WKMJ-FM
- Hancock, Michigan; United States;
- Frequency: 93.5 MHz
- Branding: Mix 93

Programming
- Format: Hot adult contemporary

Ownership
- Owner: Civic Media, Inc.
- Sister stations: WIMI, WJMS, WMPL, WUPY

History
- Former call signs: WMPL-FM (????–1981); WZRK (1981–1998); WMPL-FM (1998–2001);

Technical information
- Licensing authority: FCC
- Facility ID: 13867
- Class: C3
- ERP: 13,500 watts
- HAAT: 139 meters

Links
- Public license information: Public file; LMS;
- Webcast: Listen Live
- Website: www.themix93.com

= WKMJ-FM =

Radio station in Hancock, Michigan

WKMJ-FM (93.5 MHz) is a radio station broadcasting a hot adult contemporary format, licensed to Hancock, Michigan.

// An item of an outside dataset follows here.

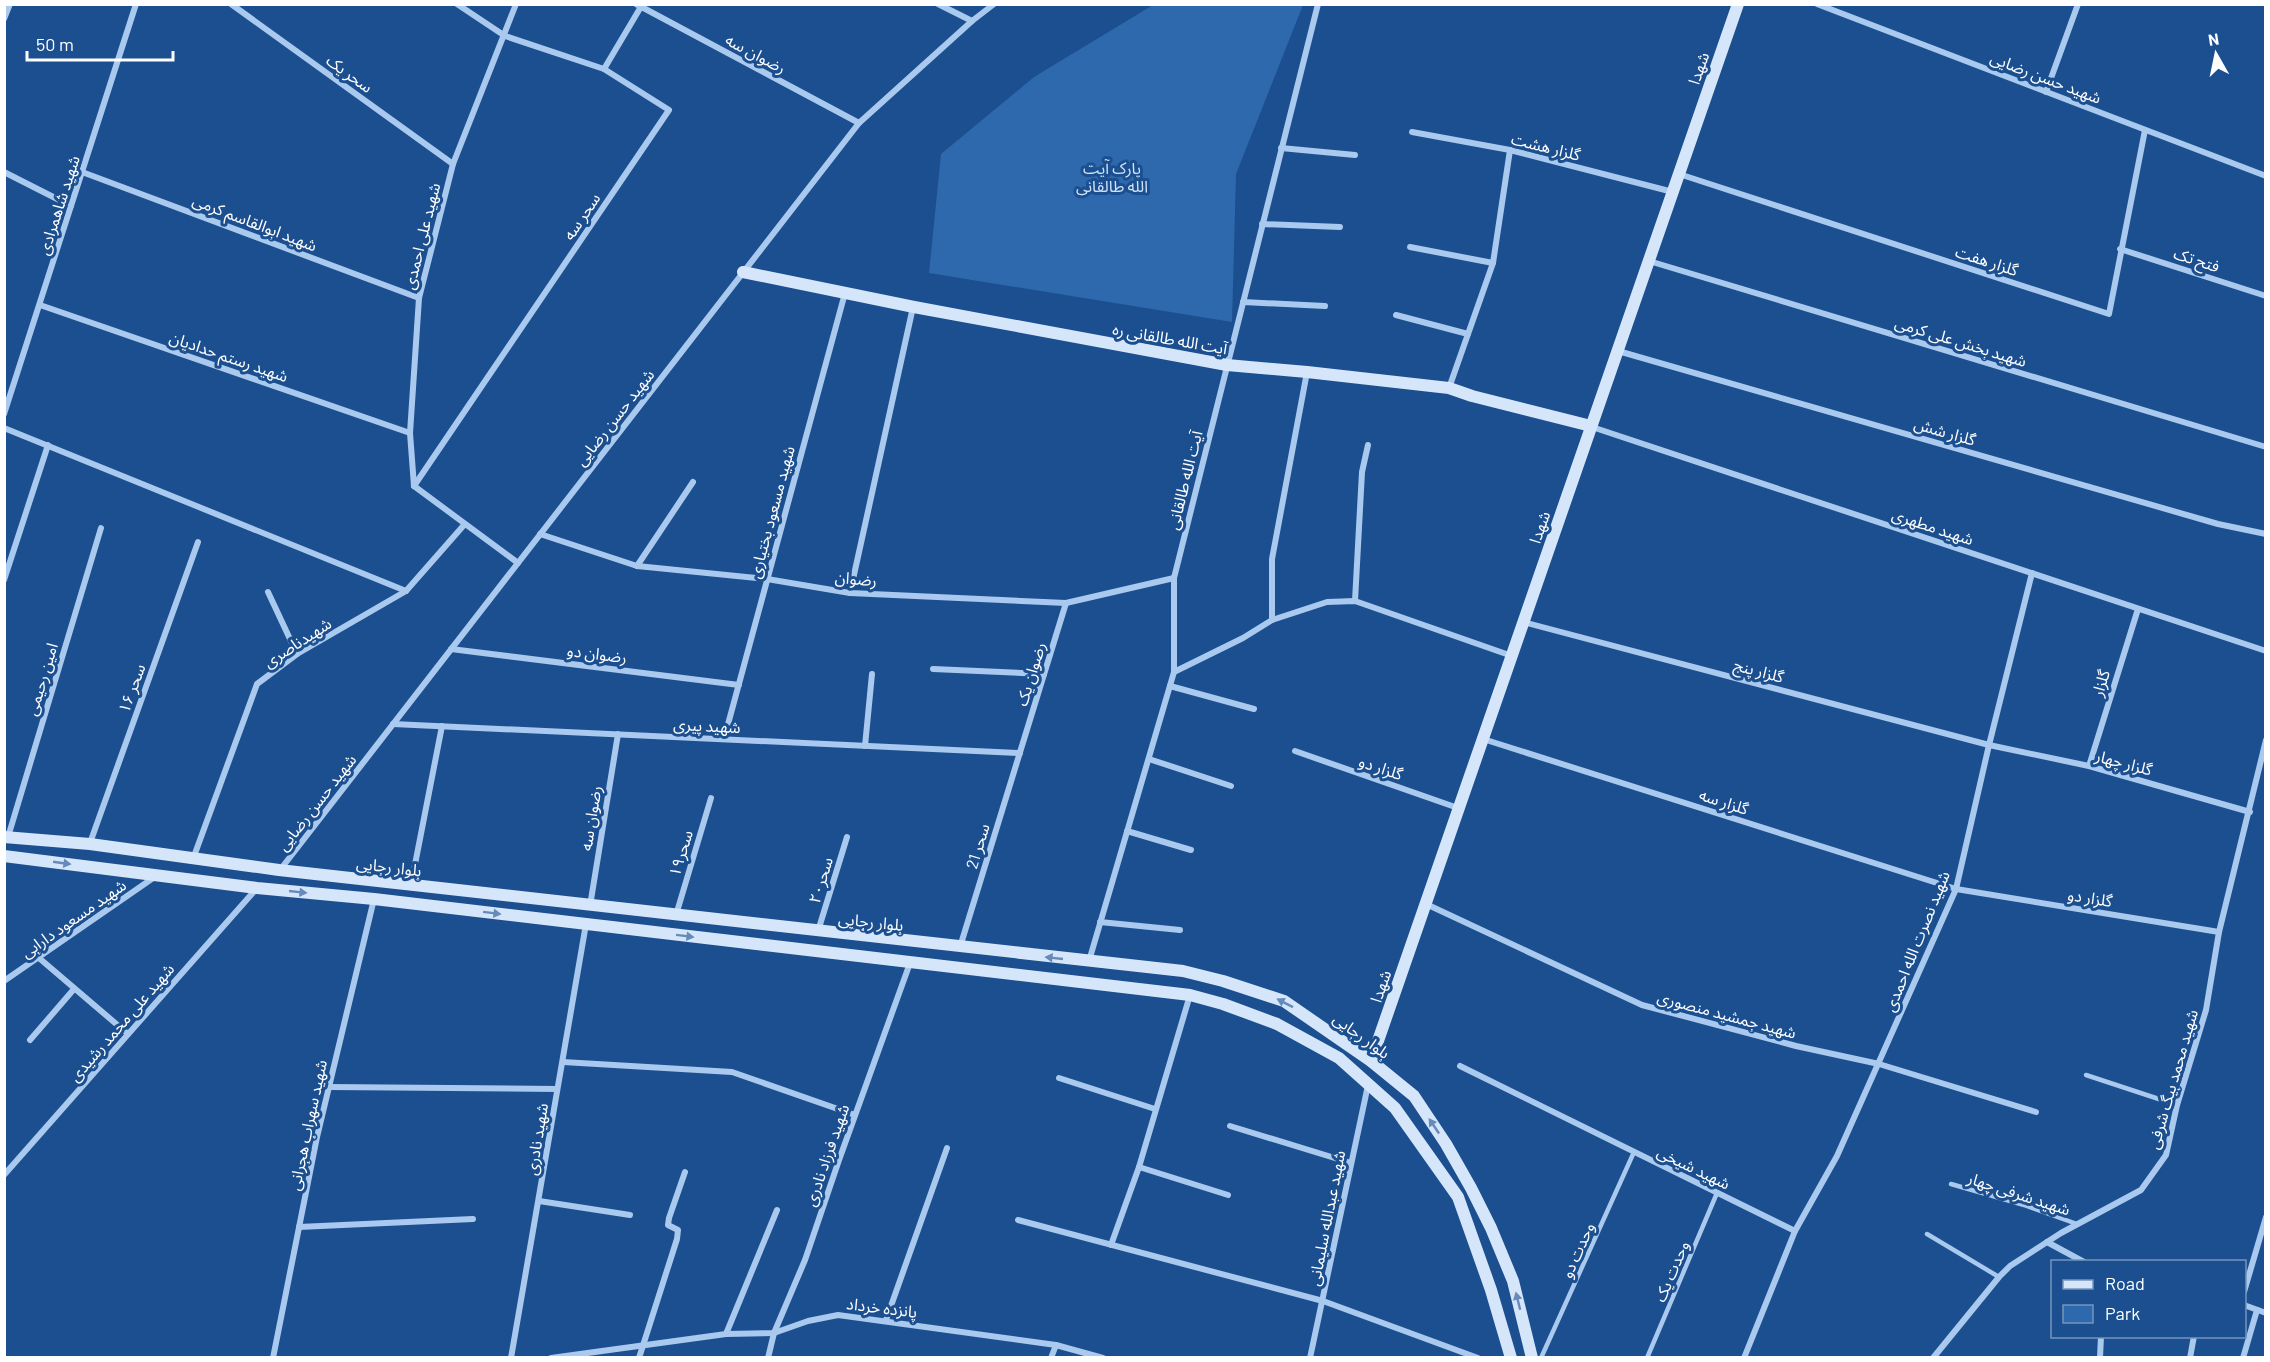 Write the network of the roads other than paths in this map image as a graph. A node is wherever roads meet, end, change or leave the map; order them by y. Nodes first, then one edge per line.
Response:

Mix 93 airs Westwood One's Hot AC format with a local morning drive show during the day on weekdays. Mix93 is also the exclusive radio voice of the Michigan Tech Huskies, covering all home and away hockey, football, and basketball games, as well as select volleyball games. Dirk Hembroff currently serves as the "Voice of the Huskies," and is in his seventh year as the radio play-by-play commentator for Huskies Hockey. In addition to covering games, Mix93 also airs a program entitled "Huskies Drive Time," a half hour of programming dedicated to Michigan Tech Huskies sports, including game highlights, coach interviews, and discussion.

==History==
The station was known as "Z93" WZRK with a CHR format throughout the 1980s, and has programmed a variety of formats since, including oldies and contemporary Christian music.

Previous logo

WKMJ, along with its sister station, WMPL-AM, were purchased in 2006 from Victor Broadcasting Corp. by J & J Broadcasting. J & J sold WKMJ to California based BTC USA Holdings Management in 2022. This sale never closed as BTC USA Holdings went into receivership.

In July 2025, it was announced that WKMJ (along with its sister stations) would be acquired by Civic Media for $465,000.